Appearing are Nicole J. Georges, author of Calling Dr. Laura: A Graphic Memoir and A.K. Summers, author of Pregnant Butch: Nine Long Months Spent in Drag. The lecture will be held at 6:30 p.m. on Tuesday, Feb. 24, in Andrews Hall 101. It is sponsored by the Gender, Sexuality and Women’s Studies Program and the Margaret Gove Memorial Endowment.

“We’ve never had somebody do a creative reading for the Braithwaite,” said Jennifer Putzi, GSWS director and associate professor of English and gender, sexuality and women’s studies. “We’re used to having an academic lecture.”

But the appearance seemed to be a natural extension of the “Introduction to Gender, Sexuality and Women’s Studies” class curriculum, she said, which has students reading graphic novels Persepolis: A Story of a Childhood and Fun Home: A Family Tragicomic

A.K. Summers

“It gives students a break from the heavy reading in class,” she said. “But also, people interact with visual information in different ways – the visual strikes you in a different way. It’s interesting to students to slow down and see how the text and graphics work together.


“And in terms of gender identity, the visual is really important. It would be one thing to represent the experience of a pregnant, butch woman in a novel. It is another to do so in a graphic novel, where her 'butchness' is emphasized by the images.”

Putzi is known on campus for her “geeky interest in comics,” she said. So it’s no surprise she also launched a one-credit course this semester, “Queer Comics,” which explores LGBTQ issues in comic books and graphic novels, culminating in the Braithwaite Lecture.
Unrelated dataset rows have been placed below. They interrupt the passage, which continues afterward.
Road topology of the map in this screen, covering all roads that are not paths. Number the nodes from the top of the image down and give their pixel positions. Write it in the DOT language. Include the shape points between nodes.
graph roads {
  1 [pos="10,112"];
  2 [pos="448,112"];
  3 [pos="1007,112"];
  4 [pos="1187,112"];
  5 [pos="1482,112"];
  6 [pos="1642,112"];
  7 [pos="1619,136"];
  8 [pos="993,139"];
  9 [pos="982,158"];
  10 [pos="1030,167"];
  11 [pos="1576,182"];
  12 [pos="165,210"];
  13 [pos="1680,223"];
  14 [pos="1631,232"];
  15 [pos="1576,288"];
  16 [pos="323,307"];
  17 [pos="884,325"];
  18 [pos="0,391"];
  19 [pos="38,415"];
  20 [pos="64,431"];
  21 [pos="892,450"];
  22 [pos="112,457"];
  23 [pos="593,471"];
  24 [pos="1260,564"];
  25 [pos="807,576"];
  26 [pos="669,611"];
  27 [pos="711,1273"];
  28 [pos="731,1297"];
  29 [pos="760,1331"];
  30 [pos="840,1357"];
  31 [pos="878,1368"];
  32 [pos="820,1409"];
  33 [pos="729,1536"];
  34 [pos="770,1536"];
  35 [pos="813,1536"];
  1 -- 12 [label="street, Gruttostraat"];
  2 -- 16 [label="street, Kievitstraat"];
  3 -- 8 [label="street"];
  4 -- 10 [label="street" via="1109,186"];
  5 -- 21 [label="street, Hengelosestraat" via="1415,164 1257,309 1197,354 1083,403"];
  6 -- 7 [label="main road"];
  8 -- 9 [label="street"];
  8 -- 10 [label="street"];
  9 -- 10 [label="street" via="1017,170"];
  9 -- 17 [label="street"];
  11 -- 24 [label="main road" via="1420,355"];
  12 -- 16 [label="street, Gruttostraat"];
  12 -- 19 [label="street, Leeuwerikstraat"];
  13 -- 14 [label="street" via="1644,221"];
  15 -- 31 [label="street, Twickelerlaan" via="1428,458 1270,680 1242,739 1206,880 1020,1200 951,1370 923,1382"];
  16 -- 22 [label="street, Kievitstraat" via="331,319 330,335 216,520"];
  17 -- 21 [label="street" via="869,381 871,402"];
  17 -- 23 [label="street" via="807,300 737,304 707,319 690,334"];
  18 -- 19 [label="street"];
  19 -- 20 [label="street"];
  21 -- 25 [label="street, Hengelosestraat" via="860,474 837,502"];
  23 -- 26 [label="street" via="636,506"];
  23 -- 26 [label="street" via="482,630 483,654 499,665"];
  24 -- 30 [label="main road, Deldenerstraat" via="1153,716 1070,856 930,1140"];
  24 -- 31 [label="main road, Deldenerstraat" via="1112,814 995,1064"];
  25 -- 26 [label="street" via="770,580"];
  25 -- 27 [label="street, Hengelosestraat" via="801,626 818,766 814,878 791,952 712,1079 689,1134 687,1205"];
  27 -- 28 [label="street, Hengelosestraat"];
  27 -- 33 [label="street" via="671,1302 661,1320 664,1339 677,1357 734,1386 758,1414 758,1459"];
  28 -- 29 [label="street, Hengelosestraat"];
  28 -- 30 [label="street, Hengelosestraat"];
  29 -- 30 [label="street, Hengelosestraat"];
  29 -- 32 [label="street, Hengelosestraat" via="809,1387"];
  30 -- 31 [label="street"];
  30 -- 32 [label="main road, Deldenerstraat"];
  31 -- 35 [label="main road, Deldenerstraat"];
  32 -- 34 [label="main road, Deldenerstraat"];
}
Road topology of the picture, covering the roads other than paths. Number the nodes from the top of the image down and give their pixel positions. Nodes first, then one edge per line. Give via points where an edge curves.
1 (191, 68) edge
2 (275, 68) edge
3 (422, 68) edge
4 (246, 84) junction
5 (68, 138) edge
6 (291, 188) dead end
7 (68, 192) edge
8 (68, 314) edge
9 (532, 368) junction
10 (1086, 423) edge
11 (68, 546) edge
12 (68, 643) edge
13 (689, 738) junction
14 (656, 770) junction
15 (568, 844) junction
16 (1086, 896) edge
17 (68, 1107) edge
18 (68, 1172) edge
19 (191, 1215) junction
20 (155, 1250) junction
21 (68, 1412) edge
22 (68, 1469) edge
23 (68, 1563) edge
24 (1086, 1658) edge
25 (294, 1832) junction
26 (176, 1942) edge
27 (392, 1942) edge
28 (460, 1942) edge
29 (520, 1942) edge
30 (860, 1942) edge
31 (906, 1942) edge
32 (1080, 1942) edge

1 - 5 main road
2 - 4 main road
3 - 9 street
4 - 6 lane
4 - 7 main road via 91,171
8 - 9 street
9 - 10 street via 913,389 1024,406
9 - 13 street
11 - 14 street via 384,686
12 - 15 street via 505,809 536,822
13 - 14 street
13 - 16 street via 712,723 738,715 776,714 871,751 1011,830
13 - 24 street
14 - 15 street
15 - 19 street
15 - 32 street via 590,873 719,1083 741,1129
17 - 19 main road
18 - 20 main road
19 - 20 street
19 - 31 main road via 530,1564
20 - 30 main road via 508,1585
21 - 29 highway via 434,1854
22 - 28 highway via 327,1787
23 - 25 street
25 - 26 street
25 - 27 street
Helis Sikk, American studies doctoral candidate, is co-teaching the five-week class, during which students read six assigned comics, graphic novels or compilations and ultimately propose their own graphic novels featuring LGBTQ characters and issues.

“[Students] are really hungry for this material,” Putzi said. The class spans two hours a week, but the time flew by in the first session. “We could have talked for hours.”

Graphic novels are inviting increasing academic interest as an art form and as a unique way to tell stories, especially those of historically under-represented populations. Art Spiegelman’s Maus, after winning a Pulitzer Prize in 1992, is often credited as a turning point in public and academic reception of graphic novels.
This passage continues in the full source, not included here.